This is an excellent example of testing a feature flag by testing what’s different. With the flag off, we expect duplicate calls to the backing service. With the flag on, we expect a single call. Now let’s look at some tests which validate what stays the same.
describe("UserProfile", ()=> {
let fakeUserService;
beforeEach( ()=>{
fakeUserService = {
fetchUserDetails: jest.fn().mockReturnValue({fake:"response"})
};
});
describe("with caching off", ()=> {
let fakeFeatureFlags;
beforeEach( ()=>{
fakeFeatureFlags = createFakeFeatureFlags({shouldCacheUserProfile:false});
});
it('makes a call to the user service with the appropriate userId', async ()=> {
const someUserId = 123;
const userProfile = new UserProfile({
userService:fakeUserService,
featureFlags:fakeFeatureFlags
});
await userProfile.getUser(someUserId);
expect(fakeUserService.fetchUserDetails).toHaveBeenCalledWith(someUserId);
});
// … other tests elided
});
describe("with caching on", ()=> {
let fakeFeatureFlags;
beforeEach( ()=>{
fakeFeatureFlags = createFakeFeatureFlags({shouldCacheUserProfile:true});
});
it('makes a call to the user service with the appropriate userId', async ()=> {
const someUserId = 123;
const userProfile = new UserProfile({
userService:fakeUserService,
featureFlags:fakeFeatureFlags
});
await userProfile.getUser(someUserId);
expect(fakeUserService.fetchUserDetails).toHaveBeenCalledWith(someUserId);
});
// … other tests elided
});
});
Code language: JavaScript (javascript)
We have the same two describe blocks, with the same beforeEach
hooks simulating the caching flag as off or on. However, we’re looking at two different tests here. These tests both do the same thing – they validate that when we ask a UserProfile
instance to get a user by their ID, that same ID gets passed to the underlying user service.
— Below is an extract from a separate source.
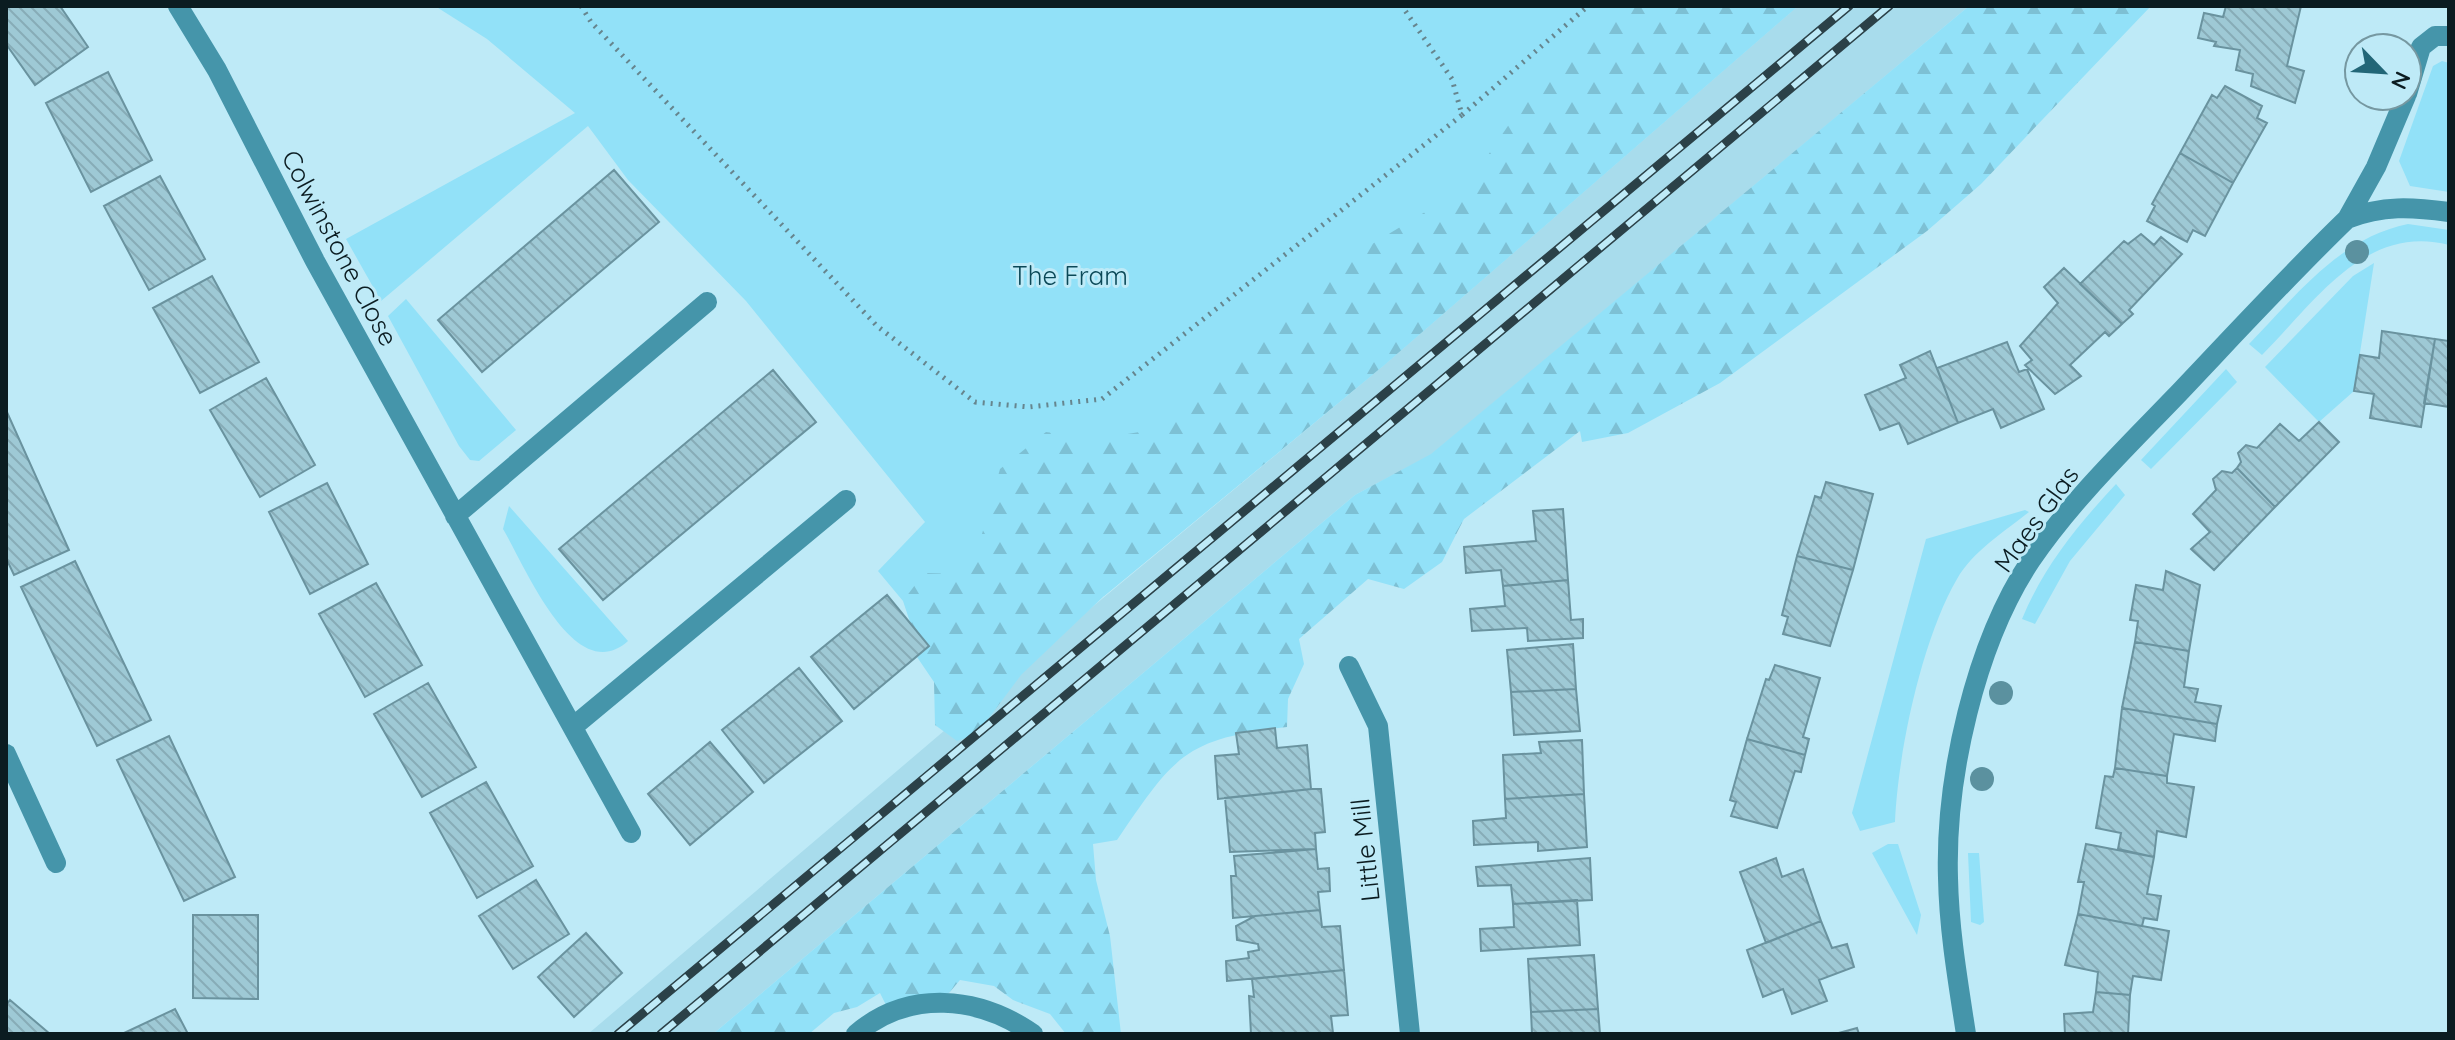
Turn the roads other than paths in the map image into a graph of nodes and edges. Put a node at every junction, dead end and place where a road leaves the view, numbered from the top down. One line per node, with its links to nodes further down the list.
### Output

This is an example of testing what stays the same – whether the caching flag is on or off, we always want to correctly use the user service to retrieve data about the user. You can imagine further tests that validate that we parse and transform the response from that service correctly.
Clean Up the Duplication
When I said that these tests do the same thing, I meant it. They are the exact same test. That’s not great. I’ve often seen this phenomenon in the wild – an engineer in a hurry needs to test that their feature flag is not breaking existing behavior, so they copy-paste the tests and just make whatever setup changes are needed to simulate the flag being in a different state.
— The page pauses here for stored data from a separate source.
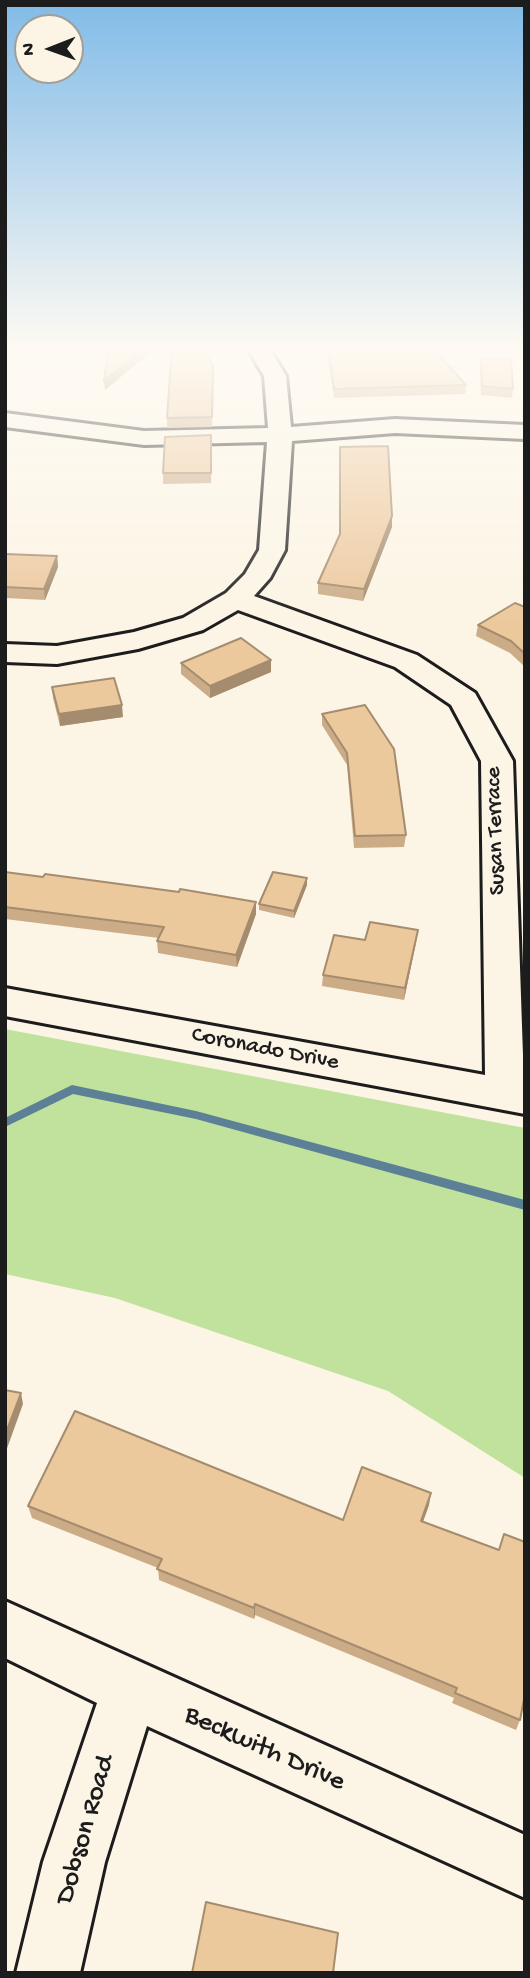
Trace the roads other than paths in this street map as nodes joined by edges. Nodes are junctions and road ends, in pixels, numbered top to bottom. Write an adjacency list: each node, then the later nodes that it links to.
1 (280, 438): 2 (street)
2 (236, 599): 3 (street); 5 (street, Susan Terrace)
3 (5, 653)
4 (5, 1002): 5 (street, Coronado Drive)
5 (515, 1096)
6 (5, 1629): 7 (street, Beckwith Drive)
7 (130, 1689): 8 (street, Beckwith Drive); 9 (street, Dobson Road)
8 (525, 1867)
9 (48, 1973)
This approach is not good for all the reasons that duplicated code is not good. The duplicated tests can drift apart over time, as one test is updated but the other overlooked. What’s worse is the burden these tests place on a reader of the test code. It’s tough to detect what’s the same and what’s different. The intent of this pair of tests – to validate that behavior is unaffected by the state of the flag – is almost entirely lost.
We can fix these issues if we’re willing to roll up our sleeves and do a little bit of plumbing work. With a little understanding of how the Jest DSL works and little functional programming, we can create a tiny little framework extension that will remove this duplication and boost the expressiveness of our tests.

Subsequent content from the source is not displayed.